Master process should restart expired workers. #517

gnat · 2019-12-10T13:50:23Z

Uvicorn stays alive when all workers are dead. Is this intended behaviour? Could someone explain the benefit of this?

Uvicorn does not seem to restart individual workers if they are dead. Therefore, shouldn't Uvicorn itself exit when there are zero workers left?

A container orchestrator could automatically reload Uvicorn on exit, which would be awesome.

Important

We're using Polar.sh so you can upvote and help fund this issue.
We receive the funding once the issue is completed & confirmed by you.
Thank you in advance for helping prioritize & fund our backlog.

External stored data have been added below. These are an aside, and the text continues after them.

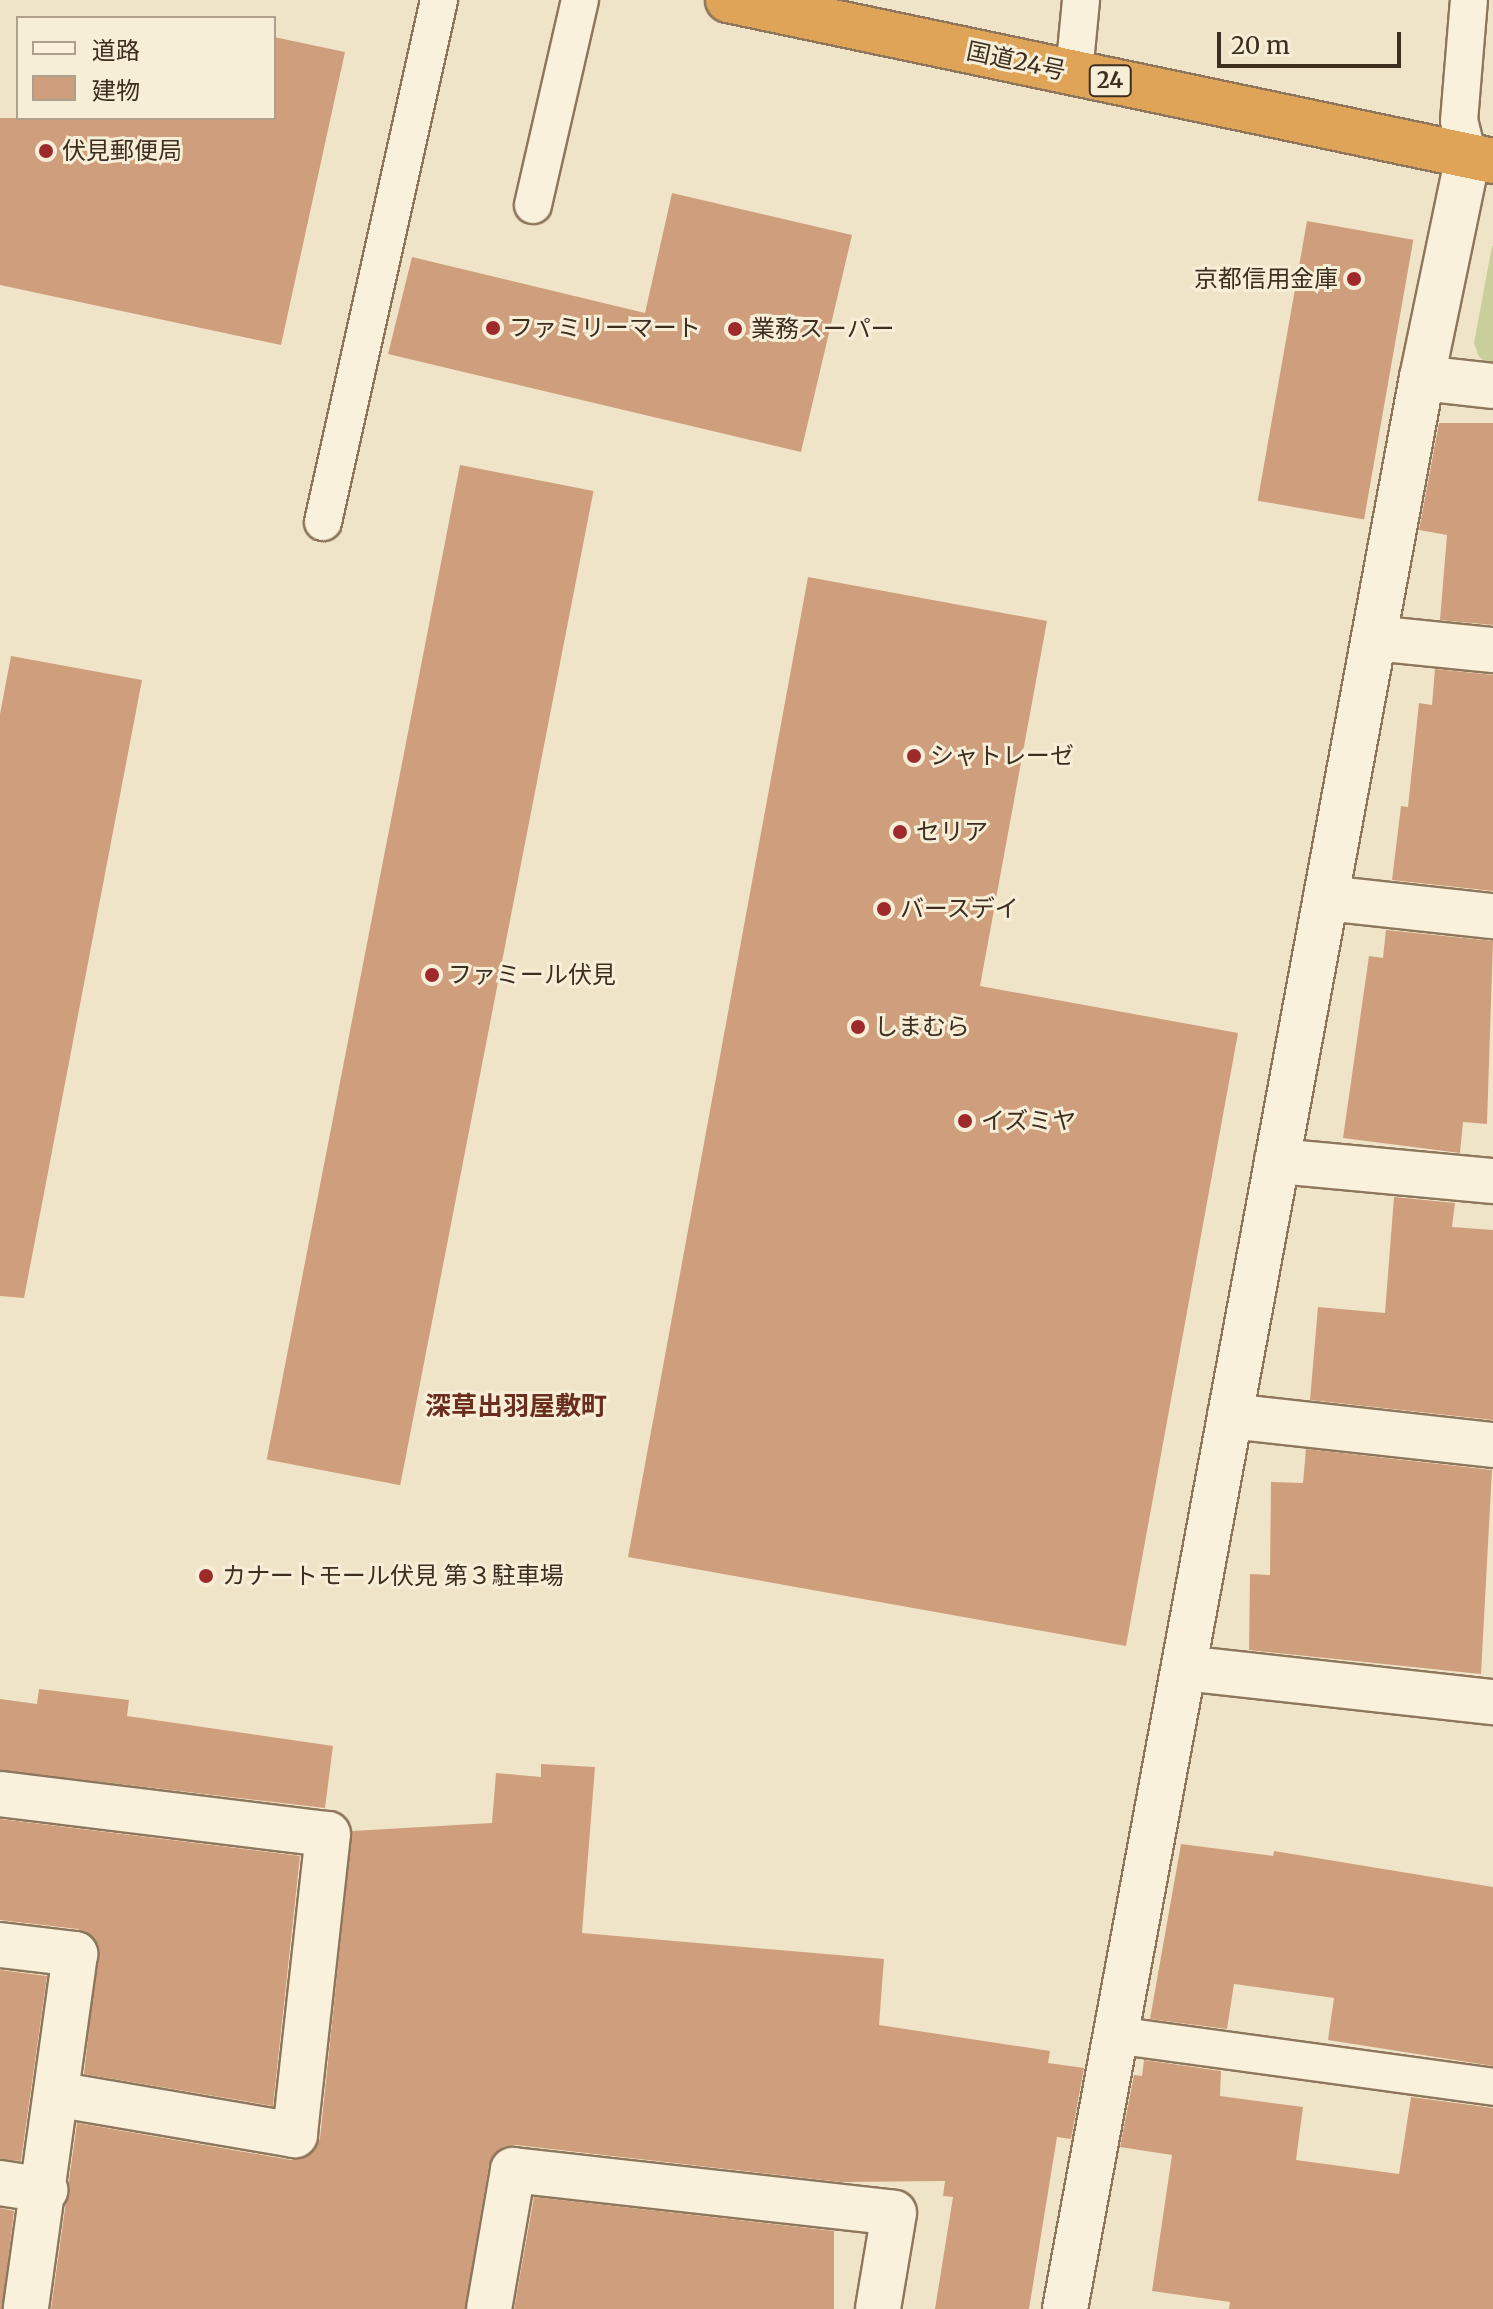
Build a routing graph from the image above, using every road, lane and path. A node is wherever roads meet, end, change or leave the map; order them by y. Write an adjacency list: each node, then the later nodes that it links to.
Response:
1 (439, 0): 11 (lane)
2 (580, 0): 8 (lane)
3 (728, 0): 6 (highway, 国道24号 / 24)
4 (1081, 0): 6 (lane)
5 (1469, 0): 7 (lane)
6 (1074, 73): 7 (highway, 国道24号 / 24)
7 (1480, 159): 9 (street)
8 (533, 205)
9 (1422, 378): 10 (street); 12 (street)
10 (1493, 386)
11 (323, 522)
12 (1374, 638): 13 (street); 14 (street)
13 (1493, 650)
14 (1326, 898): 15 (street); 16 (street)
15 (1493, 916)
16 (1277, 1161): 17 (street); 18 (street)
17 (1493, 1181)
18 (1230, 1416): 19 (street); 20 (street)
19 (1493, 1445)
20 (1184, 1668): 21 (street); 24 (street)
21 (1493, 1702)
22 (0, 1794): 26 (street)
23 (0, 1945): 26 (street)
24 (1115, 2035): 25 (lane); 32 (street)
25 (1493, 2087)
26 (60, 2095): 28 (street)
27 (0, 2183): 28 (street)
28 (45, 2190): 29 (street)
29 (26, 2309)
30 (489, 2309): 31 (street)
31 (878, 2309)
32 (1065, 2309)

tomchristie · 2019-12-10T15:01:53Z

Uvicorn does not seem to restart individual workers if they are dead. Therefore, shouldn't Uvicorn itself exit when there are zero workers left?

Really what we'd like to do here is have the master process restart the child processes.

gnat · 2019-12-10T15:16:24Z

Either sounds good!

Also would Uvicorn restarting workers obsolete the usage of Gunicorn + Uvicorn workers? Or is Gunicorn also providing additional value that I'm not aware of?

tomchristie · 2019-12-10T15:37:22Z

@gnat For many users, yes.

I think we'd probably want to spin the GunicornWorker out into a seperatly managed package at that point, and in general just recommend running uvicorn directly.

Gunicorn gives you some more advanced options wrt. signal handling and restarts, but most users probably don't actually need that.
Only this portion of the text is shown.